## Prompt:
Make an exact copy of the entries below and leave any picture out of it.

## The data:
* * * * * * * * *
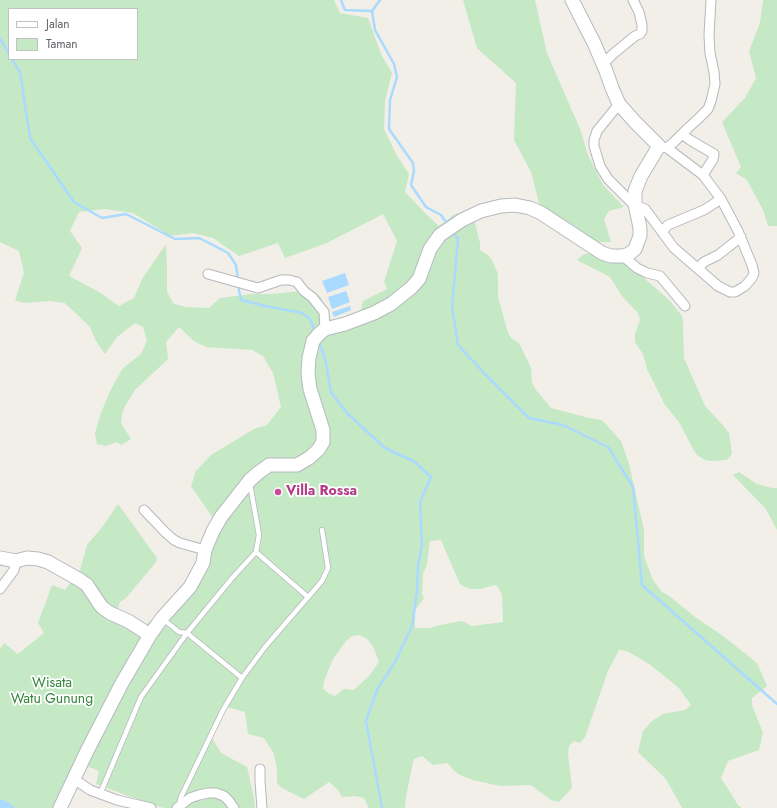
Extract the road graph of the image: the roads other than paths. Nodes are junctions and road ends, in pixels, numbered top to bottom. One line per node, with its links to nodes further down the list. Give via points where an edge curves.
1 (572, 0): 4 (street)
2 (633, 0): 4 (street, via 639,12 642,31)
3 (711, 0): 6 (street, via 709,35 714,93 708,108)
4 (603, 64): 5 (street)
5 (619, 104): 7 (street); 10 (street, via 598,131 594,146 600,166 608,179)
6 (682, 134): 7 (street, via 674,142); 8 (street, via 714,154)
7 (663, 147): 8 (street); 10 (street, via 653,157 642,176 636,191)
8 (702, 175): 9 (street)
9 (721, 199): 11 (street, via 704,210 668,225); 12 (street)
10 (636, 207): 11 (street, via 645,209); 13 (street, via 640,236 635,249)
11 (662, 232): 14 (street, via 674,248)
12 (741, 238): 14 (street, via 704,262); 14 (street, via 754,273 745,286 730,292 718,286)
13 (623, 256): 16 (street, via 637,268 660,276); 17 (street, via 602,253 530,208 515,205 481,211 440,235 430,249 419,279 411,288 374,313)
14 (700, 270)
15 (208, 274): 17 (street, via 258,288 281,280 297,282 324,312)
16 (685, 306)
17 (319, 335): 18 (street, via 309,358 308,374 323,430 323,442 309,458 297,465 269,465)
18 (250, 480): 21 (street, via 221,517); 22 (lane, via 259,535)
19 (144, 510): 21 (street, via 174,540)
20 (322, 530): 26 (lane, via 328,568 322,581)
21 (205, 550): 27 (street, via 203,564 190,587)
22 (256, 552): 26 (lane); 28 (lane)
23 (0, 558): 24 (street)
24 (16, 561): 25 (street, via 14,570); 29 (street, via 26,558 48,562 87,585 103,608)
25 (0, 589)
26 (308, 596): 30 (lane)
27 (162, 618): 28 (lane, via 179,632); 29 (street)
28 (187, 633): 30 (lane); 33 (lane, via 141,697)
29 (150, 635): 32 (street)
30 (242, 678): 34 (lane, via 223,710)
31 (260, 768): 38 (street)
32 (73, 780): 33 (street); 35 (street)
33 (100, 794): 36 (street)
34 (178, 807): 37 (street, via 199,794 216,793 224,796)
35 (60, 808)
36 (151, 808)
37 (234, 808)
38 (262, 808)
* * * * * * * * *
## Exercise solution:
Extract the road graph of the image: the roads other than paths. Nodes are junctions and road ends, in pixels, numbered top to bottom. One line per node, with its links to nodes further down the list. Give via points where an edge curves.
1 (572, 0): 4 (street)
2 (633, 0): 4 (street, via 639,12 642,31)
3 (711, 0): 6 (street, via 709,35 714,93 708,108)
4 (603, 64): 5 (street)
5 (619, 104): 7 (street); 10 (street, via 598,131 594,146 600,166 608,179)
6 (682, 134): 7 (street, via 674,142); 8 (street, via 714,154)
7 (663, 147): 8 (street); 10 (street, via 653,157 642,176 636,191)
8 (702, 175): 9 (street)
9 (721, 199): 11 (street, via 704,210 668,225); 12 (street)
10 (636, 207): 11 (street, via 645,209); 13 (street, via 640,236 635,249)
11 (662, 232): 14 (street, via 674,248)
12 (741, 238): 14 (street, via 704,262); 14 (street, via 754,273 745,286 730,292 718,286)
13 (623, 256): 16 (street, via 637,268 660,276); 17 (street, via 602,253 530,208 515,205 481,211 440,235 430,249 419,279 411,288 374,313)
14 (700, 270)
15 (208, 274): 17 (street, via 258,288 281,280 297,282 324,312)
16 (685, 306)
17 (319, 335): 18 (street, via 309,358 308,374 323,430 323,442 309,458 297,465 269,465)
18 (250, 480): 21 (street, via 221,517); 22 (lane, via 259,535)
19 (144, 510): 21 (street, via 174,540)
20 (322, 530): 26 (lane, via 328,568 322,581)
21 (205, 550): 27 (street, via 203,564 190,587)
22 (256, 552): 26 (lane); 28 (lane)
23 (0, 558): 24 (street)
24 (16, 561): 25 (street, via 14,570); 29 (street, via 26,558 48,562 87,585 103,608)
25 (0, 589)
26 (308, 596): 30 (lane)
27 (162, 618): 28 (lane, via 179,632); 29 (street)
28 (187, 633): 30 (lane); 33 (lane, via 141,697)
29 (150, 635): 32 (street)
30 (242, 678): 34 (lane, via 223,710)
31 (260, 768): 38 (street)
32 (73, 780): 33 (street); 35 (street)
33 (100, 794): 36 (street)
34 (178, 807): 37 (street, via 199,794 216,793 224,796)
35 (60, 808)
36 (151, 808)
37 (234, 808)
38 (262, 808)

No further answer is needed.